Jazz au Trésor : Yusef Lateef - The Three Faces of Lateef

La séquence des perles et des inédits ressortis de l’oubli. Cette semaine, Yusef Lateef en 1960 à l’occasion de la réédition de « Four Classic Albums » en un double CD.

Jazz au Trésor : Yusef Lateef - The Three Faces of Lateef
Yusef Lateef ©X/DR

Yusef Lateef était né William Emanuel Huddleston (et non pas William Evans, comme l’écrit le Dictionnaire du jazz), le 9 octobre 1920, dans le Tennessee. C’est en 1949 qu’il se convertit à l’Islam. Grandi à Detroit, il y côtoya très tôt Milt Jackson, Tommy Flanagan, Barry Harris, Paul Chambers, Donald Byrd, Hank, Thad et Elvin Jones, Curtis Fuller, Kenny Burrell, Lucky Thompson… Débuts professionnels à 18 ans au sax ténor, le big band de Dizzy Gillespie en 1949, c’est en 1950 qu’il commença à étudier la flûte et en 1958 le hautbois.

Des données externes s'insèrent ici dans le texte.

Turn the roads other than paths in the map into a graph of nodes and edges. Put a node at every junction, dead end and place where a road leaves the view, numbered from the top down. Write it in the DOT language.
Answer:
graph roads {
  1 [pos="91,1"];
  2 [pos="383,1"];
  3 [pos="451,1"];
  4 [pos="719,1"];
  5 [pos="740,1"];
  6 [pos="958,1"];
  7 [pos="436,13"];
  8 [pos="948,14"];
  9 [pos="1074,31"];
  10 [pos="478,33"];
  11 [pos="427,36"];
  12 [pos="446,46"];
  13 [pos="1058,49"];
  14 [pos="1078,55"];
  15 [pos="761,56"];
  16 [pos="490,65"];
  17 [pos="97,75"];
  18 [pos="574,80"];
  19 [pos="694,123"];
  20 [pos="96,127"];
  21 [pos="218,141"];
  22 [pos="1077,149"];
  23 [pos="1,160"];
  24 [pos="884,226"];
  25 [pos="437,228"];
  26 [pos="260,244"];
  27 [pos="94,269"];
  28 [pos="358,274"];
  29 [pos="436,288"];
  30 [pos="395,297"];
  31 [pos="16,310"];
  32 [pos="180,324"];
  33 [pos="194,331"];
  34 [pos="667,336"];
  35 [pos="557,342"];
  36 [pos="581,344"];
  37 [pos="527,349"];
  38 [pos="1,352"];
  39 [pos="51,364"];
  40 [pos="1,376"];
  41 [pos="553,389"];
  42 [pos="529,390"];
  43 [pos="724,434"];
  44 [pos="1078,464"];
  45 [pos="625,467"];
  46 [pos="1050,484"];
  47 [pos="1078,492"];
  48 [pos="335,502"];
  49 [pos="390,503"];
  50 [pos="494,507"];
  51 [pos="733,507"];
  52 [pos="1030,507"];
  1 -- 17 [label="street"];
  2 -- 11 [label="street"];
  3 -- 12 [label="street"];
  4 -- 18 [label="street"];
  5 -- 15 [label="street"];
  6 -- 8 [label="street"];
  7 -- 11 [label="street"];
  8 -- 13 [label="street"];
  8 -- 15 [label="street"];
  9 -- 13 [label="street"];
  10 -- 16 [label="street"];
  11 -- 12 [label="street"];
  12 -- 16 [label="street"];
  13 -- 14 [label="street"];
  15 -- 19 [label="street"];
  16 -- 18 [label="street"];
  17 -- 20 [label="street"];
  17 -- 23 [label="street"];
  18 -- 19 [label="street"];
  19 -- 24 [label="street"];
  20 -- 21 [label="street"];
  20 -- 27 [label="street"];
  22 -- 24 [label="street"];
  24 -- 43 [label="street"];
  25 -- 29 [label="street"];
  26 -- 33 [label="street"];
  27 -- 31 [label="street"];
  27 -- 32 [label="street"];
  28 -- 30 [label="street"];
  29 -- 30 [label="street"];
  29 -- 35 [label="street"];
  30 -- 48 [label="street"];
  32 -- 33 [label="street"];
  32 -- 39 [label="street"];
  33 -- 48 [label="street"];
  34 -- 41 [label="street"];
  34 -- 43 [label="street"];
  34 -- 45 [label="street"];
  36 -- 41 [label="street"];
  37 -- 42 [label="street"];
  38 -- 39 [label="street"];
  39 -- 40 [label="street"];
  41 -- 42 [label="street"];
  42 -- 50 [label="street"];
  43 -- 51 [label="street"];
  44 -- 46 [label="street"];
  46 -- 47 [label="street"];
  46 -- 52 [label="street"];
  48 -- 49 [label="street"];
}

Dès lors, c’est en tant que multi-instrumentiste qu’il fera une carrière marquée également par une forte personnalité de compositeur. Sa discographie, riche d’une centaine d’albums, démarra en 1956 chez Savoy. Avid Jazz (distribué par Socadisc) vient de rééditer en un double CD quatre albums de ses premières années : « Sounds of Lateef » (1957, Prestige), « Lateef at Cranbrook » (1958, Argo), « The Three Faces of Yusef Lateef » (1960, Riverside) et « The Centaur and the Phoenix » (1960, Riverside).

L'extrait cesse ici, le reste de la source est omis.